Keith Moore <moore@cs.utk.edu> wrote:
> >     "People need to be able to send email from anywhere, to anyone,
> >      using any email address they choose."
> > 
> >   I don't think that's a good idea.
> 
> the people who need to do this don't care whether you think it's a good
> idea or not.

  My statement may have been unclear.  I agree they need to send
email. I don't agree that they need to be the SMTP originator, and to
connect to any SMTP destination.

  Authenticated SMTP allows them to relay via a well-known home
server.  HTTPS allows them to tunnel that traffic through broken
filters at remote sites.

> driving 200 miles per hour causes problems.  submitting mail from random
> places on the net does not.

  I disagree completely, and I won't argue about it.  SPAM is a DDoS
attack, originating from SMTP senders with random IP's.  That's a
problem.

  If getting rid of the "random SMTP sender" problem means that the
roaming user is required to use a home server, then that's fine.  It
stops the spammer, and has little cost to the roaming user.

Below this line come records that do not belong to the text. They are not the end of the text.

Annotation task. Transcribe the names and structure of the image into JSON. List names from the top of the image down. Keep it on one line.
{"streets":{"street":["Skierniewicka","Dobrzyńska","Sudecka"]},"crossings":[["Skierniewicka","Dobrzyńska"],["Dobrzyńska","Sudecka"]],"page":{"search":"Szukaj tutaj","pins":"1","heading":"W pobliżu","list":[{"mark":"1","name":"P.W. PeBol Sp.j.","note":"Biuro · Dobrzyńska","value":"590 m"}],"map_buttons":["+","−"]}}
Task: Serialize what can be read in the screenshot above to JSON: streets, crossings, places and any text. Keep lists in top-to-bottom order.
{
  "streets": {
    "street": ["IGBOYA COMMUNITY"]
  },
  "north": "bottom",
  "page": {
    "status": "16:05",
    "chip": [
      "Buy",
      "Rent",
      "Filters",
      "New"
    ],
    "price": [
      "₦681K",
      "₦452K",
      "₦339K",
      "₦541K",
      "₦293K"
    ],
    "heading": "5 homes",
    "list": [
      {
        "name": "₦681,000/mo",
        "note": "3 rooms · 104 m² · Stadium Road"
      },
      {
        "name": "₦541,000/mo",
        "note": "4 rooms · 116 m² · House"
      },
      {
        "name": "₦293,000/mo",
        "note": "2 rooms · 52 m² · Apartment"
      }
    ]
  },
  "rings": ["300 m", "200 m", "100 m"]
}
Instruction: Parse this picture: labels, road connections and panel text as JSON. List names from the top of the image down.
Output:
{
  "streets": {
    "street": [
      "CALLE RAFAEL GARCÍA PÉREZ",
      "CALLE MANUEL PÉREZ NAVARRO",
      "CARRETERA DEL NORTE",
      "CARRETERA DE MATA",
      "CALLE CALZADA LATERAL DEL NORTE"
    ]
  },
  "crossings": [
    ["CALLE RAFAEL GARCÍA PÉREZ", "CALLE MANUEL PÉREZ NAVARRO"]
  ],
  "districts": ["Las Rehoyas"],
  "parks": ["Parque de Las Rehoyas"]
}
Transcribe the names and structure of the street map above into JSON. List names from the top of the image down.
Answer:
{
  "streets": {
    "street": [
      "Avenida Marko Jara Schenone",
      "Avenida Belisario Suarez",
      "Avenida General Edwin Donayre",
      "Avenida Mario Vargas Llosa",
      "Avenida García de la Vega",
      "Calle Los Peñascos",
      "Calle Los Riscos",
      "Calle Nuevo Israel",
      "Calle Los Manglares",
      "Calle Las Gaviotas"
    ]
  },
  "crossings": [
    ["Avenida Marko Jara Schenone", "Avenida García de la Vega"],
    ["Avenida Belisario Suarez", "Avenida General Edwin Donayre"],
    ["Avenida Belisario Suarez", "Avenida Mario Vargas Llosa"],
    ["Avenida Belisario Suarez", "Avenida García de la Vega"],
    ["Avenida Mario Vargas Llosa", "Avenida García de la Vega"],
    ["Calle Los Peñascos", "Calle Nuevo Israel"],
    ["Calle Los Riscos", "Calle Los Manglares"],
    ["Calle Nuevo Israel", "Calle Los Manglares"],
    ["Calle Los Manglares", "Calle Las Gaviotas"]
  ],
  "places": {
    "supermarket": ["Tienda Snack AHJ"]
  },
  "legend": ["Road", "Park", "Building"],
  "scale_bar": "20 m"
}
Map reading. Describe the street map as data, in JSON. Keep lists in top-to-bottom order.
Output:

> you have it backwards.  authenticated smtp is a clean solution; tying
> identity to network location is a hack.

  Hmm.. I don't think I wanted to tie identity to network location.

  If a user from your domain is roaming, and wants to send email, I
don't see why it's *my* problem to authenticate him.  Your laziness is
requiring me to:

    - allow SMTP from any IP
    - allow those people to claim to be anyone
    - allow those people to send to any of my users

  That looks a *whole* lot like spam to me.  I'm inclined to
bit-bucket your roaming users into the same garbage bin as spammers,
because I *can't tell them apart*.

  In contrast, if I can guarantee that:

    - SMTP comes only from machines which *intend* to send SMTP
    - DNS for a domain tell you which machines intend to send SMTP
    - email from users at a domain originates only from SMTP servers
      for that domain

  Then that looks like a pretty good solution to 99.9% of the spam
problem.

  Alan DeKok.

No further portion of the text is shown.